• **Your assignment**
Determine the number of lines below that contain "Cambridge". Write nothing but that number.

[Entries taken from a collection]
== Segment start ==
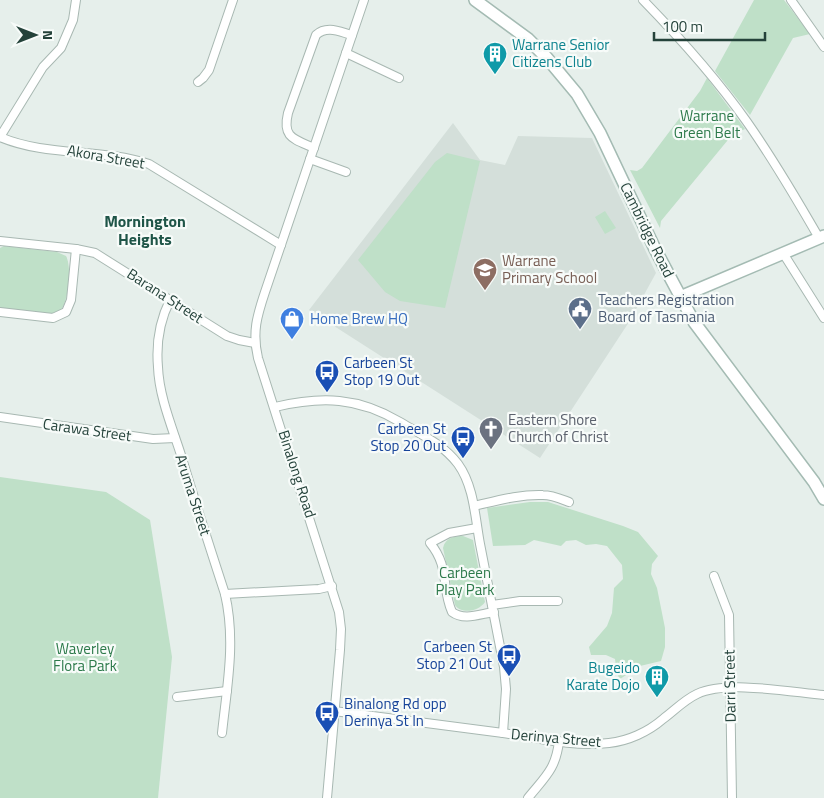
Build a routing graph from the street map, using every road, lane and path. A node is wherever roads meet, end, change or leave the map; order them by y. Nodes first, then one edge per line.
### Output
1 (76, 0) edge
2 (234, 0) edge
3 (364, 0) edge
4 (643, 0) edge
5 (791, 0) edge
6 (478, 1) edge
7 (352, 35) junction
8 (824, 47) edge
9 (346, 53) junction
10 (399, 78) dead end
11 (198, 82) dead end
12 (0, 137) edge
13 (314, 148) junction
14 (310, 159) junction
15 (346, 172) dead end
16 (822, 237) edge
17 (0, 241) edge
18 (281, 245) junction
19 (76, 249) junction
20 (783, 253) junction
21 (680, 297) junction
22 (170, 300) junction
23 (0, 312) edge
24 (824, 318) edge
25 (255, 343) junction
26 (275, 407) junction
27 (0, 417) edge
28 (175, 438) junction
29 (565, 491) dead end
30 (824, 499) edge
31 (474, 506) junction
32 (477, 528) junction
33 (714, 576) dead end
34 (332, 586) junction
35 (225, 594) junction
36 (558, 601) dead end
37 (493, 608) junction
38 (730, 688) junction
39 (227, 692) junction
40 (824, 695) edge
41 (177, 697) dead end
42 (334, 711) junction
43 (222, 733) dead end
44 (503, 733) junction
45 (559, 741) junction
46 (327, 798) edge
47 (528, 798) edge
48 (732, 798) edge

1 - 12 street
2 - 11 street
3 - 7 street, Binalong Road
4 - 16 street
5 - 8 street
6 - 21 main road, Cambridge Road
7 - 9 street, Binalong Road
7 - 13 street
9 - 10 street
9 - 13 street, Binalong Road
12 - 18 street, Akora Street
13 - 14 street, Binalong Road
14 - 15 street
14 - 18 street, Binalong Road
16 - 20 main road
17 - 19 street, Barana Street
18 - 25 street, Binalong Road
19 - 22 street, Barana Street
19 - 23 street
20 - 21 main road
20 - 24 street
21 - 30 main road, Cambridge Road
22 - 25 street, Barana Street
22 - 28 street, Aruma Street
25 - 26 street, Binalong Road
26 - 31 street
26 - 34 street, Binalong Road
27 - 28 street, Carawa Street
28 - 35 street, Aruma Street
29 - 31 street
31 - 32 street
32 - 37 street
32 - 37 street
33 - 38 street, Darri Street
34 - 35 street
34 - 42 street, Binalong Road
35 - 39 street, Aruma Street
36 - 37 street
37 - 44 street
38 - 40 street, Derinya Street
38 - 45 street, Derinya Street
38 - 48 street, Darri Street
39 - 41 street
39 - 43 street, Aruma Street
42 - 44 street, Derinya Street
42 - 46 street, Binalong Road
44 - 45 street, Derinya Street
45 - 47 street

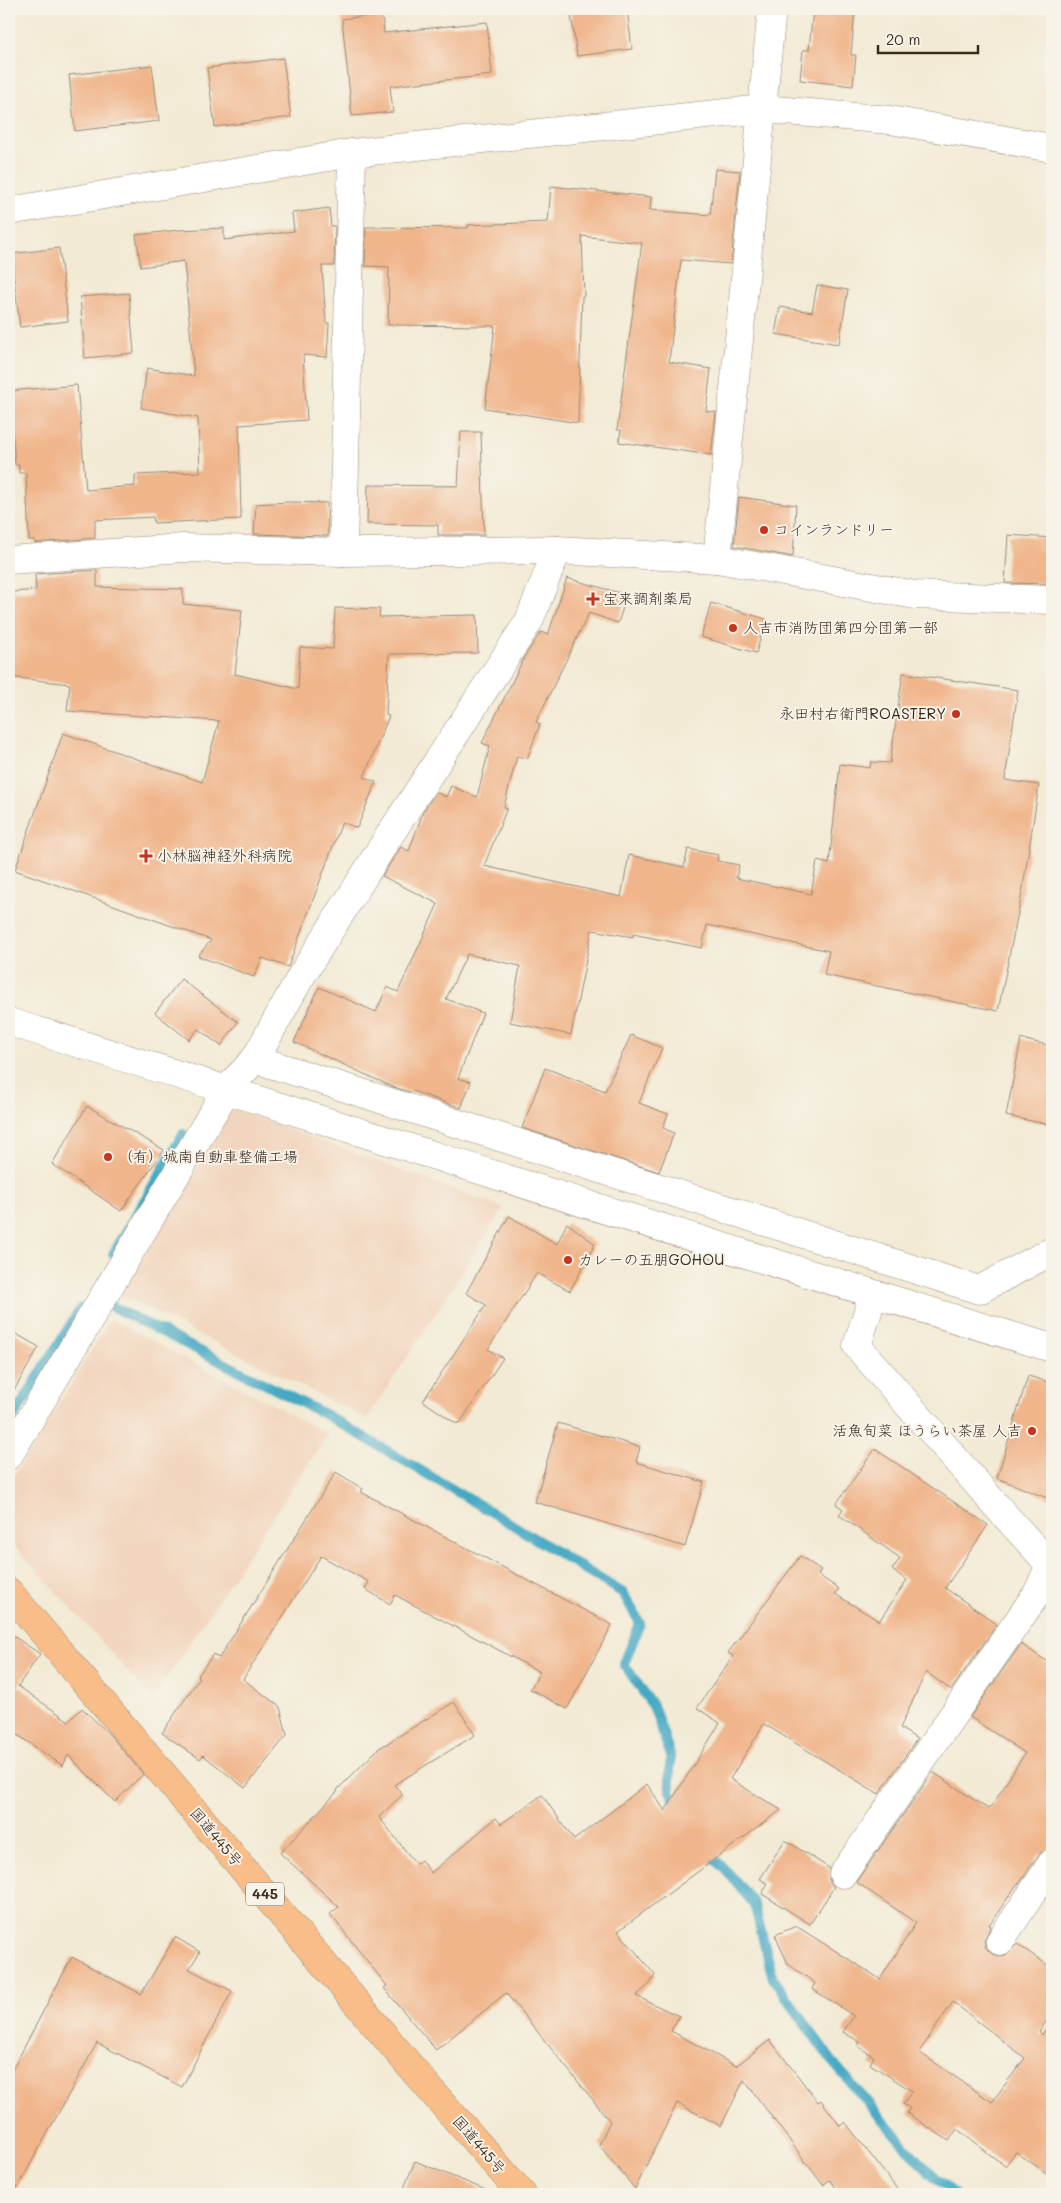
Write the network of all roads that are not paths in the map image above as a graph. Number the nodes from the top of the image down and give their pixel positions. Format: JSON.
{"nodes":[{"id":1,"x":772,"y":9,"type":"edge"},
{"id":2,"x":763,"y":109,"type":"junction"},
{"id":3,"x":1052,"y":148,"type":"edge"},
{"id":4,"x":352,"y":153,"type":"junction"},
{"id":5,"x":9,"y":210,"type":"edge"},
{"id":6,"x":557,"y":550,"type":"junction"},
{"id":7,"x":343,"y":552,"type":"junction"},
{"id":8,"x":718,"y":559,"type":"junction"},
{"id":9,"x":9,"y":560,"type":"edge"},
{"id":10,"x":1052,"y":600,"type":"edge"},
{"id":11,"x":9,"y":1022,"type":"edge"},
{"id":12,"x":255,"y":1059,"type":"junction"},
{"id":13,"x":227,"y":1089,"type":"junction"},
{"id":14,"x":1052,"y":1251,"type":"edge"},
{"id":15,"x":873,"y":1295,"type":"junction"},
{"id":16,"x":1052,"y":1348,"type":"edge"},
{"id":17,"x":9,"y":1455,"type":"edge"},
{"id":18,"x":1051,"y":1566,"type":"edge"},
{"id":19,"x":9,"y":1592,"type":"edge"},
{"id":20,"x":1052,"y":1863,"type":"edge"},
{"id":21,"x":843,"y":1874,"type":"dead end"},
{"id":22,"x":1000,"y":1940,"type":"dead end"},
{"id":23,"x":522,"y":2194,"type":"edge"}],
"edges":[{"from":1,"to":2,"type":"street"},
{"from":2,"to":3,"type":"street"},
{"from":2,"to":4,"type":"street"},
{"from":2,"to":8,"type":"street"},
{"from":4,"to":5,"type":"street"},
{"from":4,"to":7,"type":"street"},
{"from":6,"to":7,"type":"street"},
{"from":6,"to":8,"type":"street"},
{"from":6,"to":12,"type":"street"},
{"from":7,"to":9,"type":"street"},
{"from":8,"to":10,"type":"street"},
{"from":11,"to":13,"type":"street"},
{"from":12,"to":13,"type":"street"},
{"from":12,"to":14,"type":"street"},
{"from":13,"to":15,"type":"street"},
{"from":13,"to":17,"type":"street"},
{"from":15,"to":16,"type":"street"},
{"from":15,"to":18,"type":"street"},
{"from":18,"to":21,"type":"street"},
{"from":19,"to":23,"type":"highway","name":"国道445号","number":"445"},
{"from":20,"to":22,"type":"street"}]}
== Segment end ==
• **Result below**
2